The real impact of sugar on your teeth


Milk chocolate, jelly lollies, nougat, liquorice allsorts – when it comes to your teeth the finger of blame has traditionally been pointed at sweets. But dentists now tell us that a number of other foods are just as bad, if not worse for your teeth.


That’s not to suggest that sugary foods are, in any way, good for your teeth - far from it.  


What does sugar do to my teeth?

When you consume sugar, the bacteria in your mouth multiply like crazy and, in the process of breaking down the sugar, they produce acid. It’s the acid that does the damage to your teeth, causing decay, cavities and worse.


If you’d like to visualise this, think of your teeth divided into three layers: the hard enamel, the softer dentin and the inner most pulp.  If you consume sugary foods, the acid produced can eat through the first line of defence – the enamel and, if not checked, will keep going, eating through the soft layer under the enamel, and, finally into the third layer known as the pulp.


It’s bad news once your teeth are exposed to the pulp because this is where the nerves and blood vessels are housed. You can be in all sorts of pain by this stage.


Now that you’re a little bit scared, note that eating sweets can contribute to tooth decay, BUT so can lots eating lots of other carbohydrate-rich foods. AND it depends what types of sugary sweets you eat and how quickly you eat them and, what you do afterwards.

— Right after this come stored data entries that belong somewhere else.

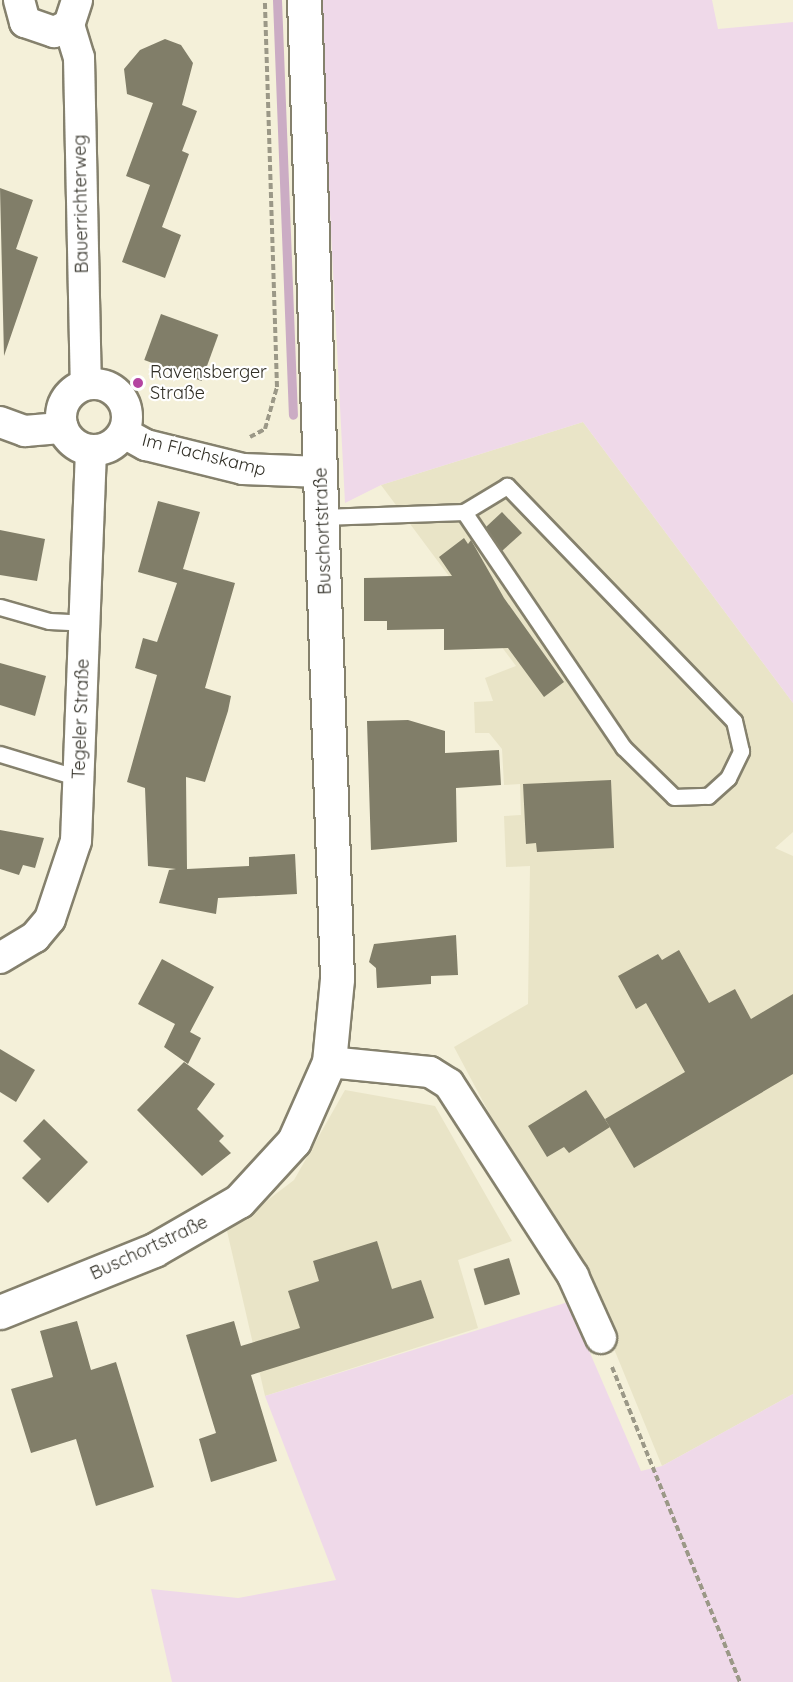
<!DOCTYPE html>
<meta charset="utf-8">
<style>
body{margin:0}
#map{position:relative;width:793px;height:1682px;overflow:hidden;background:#f4f0d9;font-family:Quicksand,sans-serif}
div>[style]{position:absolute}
.built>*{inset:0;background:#e9e4c7}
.green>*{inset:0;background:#efd9e9}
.stream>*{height:9px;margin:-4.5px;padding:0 4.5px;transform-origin:4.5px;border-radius:4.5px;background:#cbacc4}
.building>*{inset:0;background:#817e69;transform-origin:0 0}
.path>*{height:4px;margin-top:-2px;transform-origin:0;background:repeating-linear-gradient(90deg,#9b9887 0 6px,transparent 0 9px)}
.roads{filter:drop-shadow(2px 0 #85816d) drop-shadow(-2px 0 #85816d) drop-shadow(0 2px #85816d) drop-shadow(0 -2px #85816d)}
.lane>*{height:15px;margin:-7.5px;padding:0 7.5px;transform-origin:7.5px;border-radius:7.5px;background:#fff}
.street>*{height:30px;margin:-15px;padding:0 15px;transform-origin:15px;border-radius:15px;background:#fff}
.street>.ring{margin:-15px;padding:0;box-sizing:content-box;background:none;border:30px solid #fff;border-radius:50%}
.secondary>*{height:33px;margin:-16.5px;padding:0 16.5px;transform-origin:16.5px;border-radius:16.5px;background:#fff}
.dots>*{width:16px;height:16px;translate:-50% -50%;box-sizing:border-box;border:3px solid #fff;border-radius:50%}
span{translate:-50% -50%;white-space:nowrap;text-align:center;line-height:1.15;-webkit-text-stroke:4.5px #fff;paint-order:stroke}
.street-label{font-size:18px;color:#312f26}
.poi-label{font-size:18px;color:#312f26}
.left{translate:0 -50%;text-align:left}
</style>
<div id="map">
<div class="built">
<div style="clip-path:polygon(583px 422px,793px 703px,793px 832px,775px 848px,793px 856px,793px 1394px,662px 1466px,612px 1344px,454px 1047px,528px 1004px,530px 866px,506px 867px,504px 816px,521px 815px,520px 784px,504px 785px,502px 749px,489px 733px,475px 733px,474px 702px,493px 701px,485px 678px,516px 666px,381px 485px)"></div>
<div style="clip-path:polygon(345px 1090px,435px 1106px,512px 1241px,458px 1260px,478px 1328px,265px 1396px,227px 1231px,294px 1180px)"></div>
</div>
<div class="green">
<div style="clip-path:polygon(319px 0,712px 0,718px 29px,793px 22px,793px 703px,583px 422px,381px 485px,345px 503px)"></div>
<div style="clip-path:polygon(568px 1302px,641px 1471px,662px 1466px,793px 1394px,793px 1682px,172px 1682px,151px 1589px,238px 1598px,336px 1580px,265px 1396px)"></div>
</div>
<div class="stream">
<div style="left:277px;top:0;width:415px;rotate:87.8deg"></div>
</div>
<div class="building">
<div style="clip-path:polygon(165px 39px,181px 45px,193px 63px,182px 105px,197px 111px,182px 151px,189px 154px,162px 227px,181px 235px,165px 278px,122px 262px,150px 185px,126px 176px,153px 103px,127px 94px,124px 69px,140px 50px)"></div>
<div style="clip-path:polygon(0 188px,33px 200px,16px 249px,38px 257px,4px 356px)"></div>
<div style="left:161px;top:314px;width:61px;height:49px;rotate:20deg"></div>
<div style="clip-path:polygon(158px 501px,200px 512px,183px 569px,235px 583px,205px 688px,231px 696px,228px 711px,205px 782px,186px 777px,187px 869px,249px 866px,249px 857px,295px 854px,297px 894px,218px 898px,216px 914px,159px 903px,169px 870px,176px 869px,148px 866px,145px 788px,127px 782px,157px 675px,135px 668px,143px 638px,157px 642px,177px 583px,138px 572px)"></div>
<div style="clip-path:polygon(502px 512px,522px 533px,502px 551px,486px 527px)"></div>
<div style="clip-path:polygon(0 530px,45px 539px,37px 581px,0 575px)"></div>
<div style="clip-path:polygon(464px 538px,468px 544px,471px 540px,504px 598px,564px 682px,544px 697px,508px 648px,444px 650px,444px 629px,387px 630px,387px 621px,364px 621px,364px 578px,452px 576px,439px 557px)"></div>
<div style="clip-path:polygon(0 663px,46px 676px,35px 716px,0 705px)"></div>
<div style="clip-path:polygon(408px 720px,445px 731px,445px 753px,499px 750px,501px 785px,456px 788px,457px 842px,371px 850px,367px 721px)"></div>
<div style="clip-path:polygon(611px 780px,614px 848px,537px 852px,536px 843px,526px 844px,523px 784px)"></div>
<div style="clip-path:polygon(0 830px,44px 838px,35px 868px,23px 865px,19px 875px,0 869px)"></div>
<div style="clip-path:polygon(456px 935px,458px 975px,431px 976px,431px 984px,377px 988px,376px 968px,369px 962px,374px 944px)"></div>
<div style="clip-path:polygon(679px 950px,709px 1003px,735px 989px,751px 1019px,793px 994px,793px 1074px,634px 1168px,605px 1119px,685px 1072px,646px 1003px,636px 1009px,618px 976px,658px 954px,662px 960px)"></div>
<div style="clip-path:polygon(162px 959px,214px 987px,190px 1032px,201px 1038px,188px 1064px,164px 1047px,175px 1024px,138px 1004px)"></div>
<div style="clip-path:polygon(0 1049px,35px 1070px,16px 1102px,0 1092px)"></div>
<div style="clip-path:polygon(184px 1062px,215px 1084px,197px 1109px,224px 1136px,219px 1141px,231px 1153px,202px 1176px,137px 1110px)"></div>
<div style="clip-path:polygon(586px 1090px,610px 1127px,569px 1153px,564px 1147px,547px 1157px,528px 1126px)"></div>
<div style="clip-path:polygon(44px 1119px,88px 1162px,48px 1203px,22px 1178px,41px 1159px,23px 1141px)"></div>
<div style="clip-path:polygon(377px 1241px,392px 1289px,421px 1280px,434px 1318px,251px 1375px,277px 1461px,211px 1482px,199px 1439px,216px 1433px,186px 1335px,234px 1321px,241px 1346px,300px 1328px,288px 1291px,319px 1281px,313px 1261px)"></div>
<div style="left:509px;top:1258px;width:38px;height:37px;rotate:73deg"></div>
<div style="clip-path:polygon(77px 1321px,91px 1370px,116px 1362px,154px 1487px,96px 1506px,76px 1439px,31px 1453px,11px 1389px,53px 1377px,40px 1331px)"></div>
</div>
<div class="path">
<div style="left:250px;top:437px;width:17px;rotate:-28deg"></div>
<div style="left:265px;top:429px;width:44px;rotate:-74.1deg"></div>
<div style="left:277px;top:387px;width:387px;rotate:-91.8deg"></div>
<div style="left:612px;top:1367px;width:340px;rotate:67.9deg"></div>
</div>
<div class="roads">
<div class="lane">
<div style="left:322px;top:517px;width:142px;rotate:-2deg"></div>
<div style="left:464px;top:512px;width:284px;rotate:55.9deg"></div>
<div style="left:623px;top:747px;width:71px;rotate:44.4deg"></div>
<div style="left:674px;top:797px;width:34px;rotate:-2deg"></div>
<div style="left:708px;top:796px;width:27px;rotate:-42deg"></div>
<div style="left:728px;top:778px;width:30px;rotate:-64deg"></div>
<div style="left:741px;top:751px;width:31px;rotate:-103deg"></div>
<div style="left:734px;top:721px;width:327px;rotate:-134deg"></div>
<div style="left:507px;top:486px;width:50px;rotate:148.8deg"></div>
<div style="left:0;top:607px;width:51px;rotate:15.9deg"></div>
<div style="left:49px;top:621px;width:35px;rotate:3deg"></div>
<div style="left:0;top:754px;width:83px;rotate:16.9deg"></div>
</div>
<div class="street">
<div style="left:19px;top:0;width:23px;rotate:75deg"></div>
<div style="left:25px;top:22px;width:31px;rotate:19deg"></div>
<div style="left:54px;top:32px;width:17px;rotate:-25deg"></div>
<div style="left:69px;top:25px;width:26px;rotate:-72deg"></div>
<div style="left:69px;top:25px;width:34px;rotate:73deg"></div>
<div style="left:79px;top:58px;width:326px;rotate:88.8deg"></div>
<div class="ring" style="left:61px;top:384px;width:36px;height:36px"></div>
<div style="left:0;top:422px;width:27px;rotate:20deg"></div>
<div style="left:25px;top:431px;width:38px;rotate:-5deg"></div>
<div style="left:124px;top:433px;width:25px;rotate:29deg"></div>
<div style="left:146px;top:445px;width:100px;rotate:13.9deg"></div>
<div style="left:243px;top:469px;width:78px;rotate:2.2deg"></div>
<div style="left:0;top:958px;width:41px;rotate:-31deg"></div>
<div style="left:35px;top:937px;width:23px;rotate:-50deg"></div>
<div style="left:50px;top:919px;width:82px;rotate:-71.6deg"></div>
<div style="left:76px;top:841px;width:391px;rotate:-87.8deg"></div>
<div style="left:329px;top:1062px;width:101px;rotate:5.7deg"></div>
<div style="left:430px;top:1072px;width:22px;rotate:32deg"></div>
<div style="left:449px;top:1084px;width:229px;rotate:57.1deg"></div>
<div style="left:573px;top:1276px;width:68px;rotate:65.7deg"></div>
</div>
<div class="secondary">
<div style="left:0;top:1312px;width:166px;rotate:-21.9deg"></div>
<div style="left:154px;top:1250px;width:98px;rotate:-30deg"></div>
<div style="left:239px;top:1201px;width:81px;rotate:-47.5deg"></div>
<div style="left:294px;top:1141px;width:86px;rotate:-66.1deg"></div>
<div style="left:329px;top:1062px;width:83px;rotate:-84.5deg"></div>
<div style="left:337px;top:979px;width:980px;rotate:-91.93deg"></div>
</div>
</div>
<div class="dots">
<div style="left:138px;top:383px;background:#b444a1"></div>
</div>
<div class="street-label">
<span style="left:81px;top:204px;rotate:-91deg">Bauerrichterweg</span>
<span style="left:204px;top:455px;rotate:14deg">Im Flachskamp</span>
<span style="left:323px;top:531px;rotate:-92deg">Buschortstraße</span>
<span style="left:81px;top:719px;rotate:-88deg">Tegeler Straße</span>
<span style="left:149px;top:1248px;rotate:-25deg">Buschortstraße</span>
</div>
<div class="poi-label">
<span class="left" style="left:150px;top:383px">Ravensberger<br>Straße</span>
</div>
</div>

What other foods should I avoid?

The worst foods for your teeth are the ones that stay on your teeth the longest.  In this sense, eating a chocolate bar (which saliva removes relatively quickly) is likely better for your teeth than eating any of the following:

  • Dry biscuits,
  • Dry breakfast cereals,
  • Sultanas and other dried fruit,
  • Breath mints,
  • Potato chips.

That’s because these starchy or sugary foods all tend to stick around in the mouth, either by adhering to your teeth (like dried fruit) or clogging up the gaps between your teeth or, simply (as is the case with breath mints) taking a long time to consume. This gives bacteria plenty of time to feast and produce acid.


Our recommendation

You can still indulge your sweet tooth, without destroying your choppers, so long as you brush them regularly after eating sweets to reduce plaque build-up. And if you are going to eat something sweet, select a treat that you can eat all in one go. For example, opt for a chocolate bar over a packet of jelly lollies. This again reduces the opportunity for plaque to build up because the sugar will spend less time in your mouth.

This is not to say you’ve got the green light to indulge in as much sugar as you want. Sugary sweets are still bad for your teeth because they result in acid build-up. It’s not just your teeth you need to think about either. In recent years sugar has been linked to a range of other health problems from diabetes and inflammation to heart disease; it affects our whole body.


Realistically though many of us are not going to give up sugary treats, so when you do indulge, ensure you brush afterwards. Your teeth will thank you.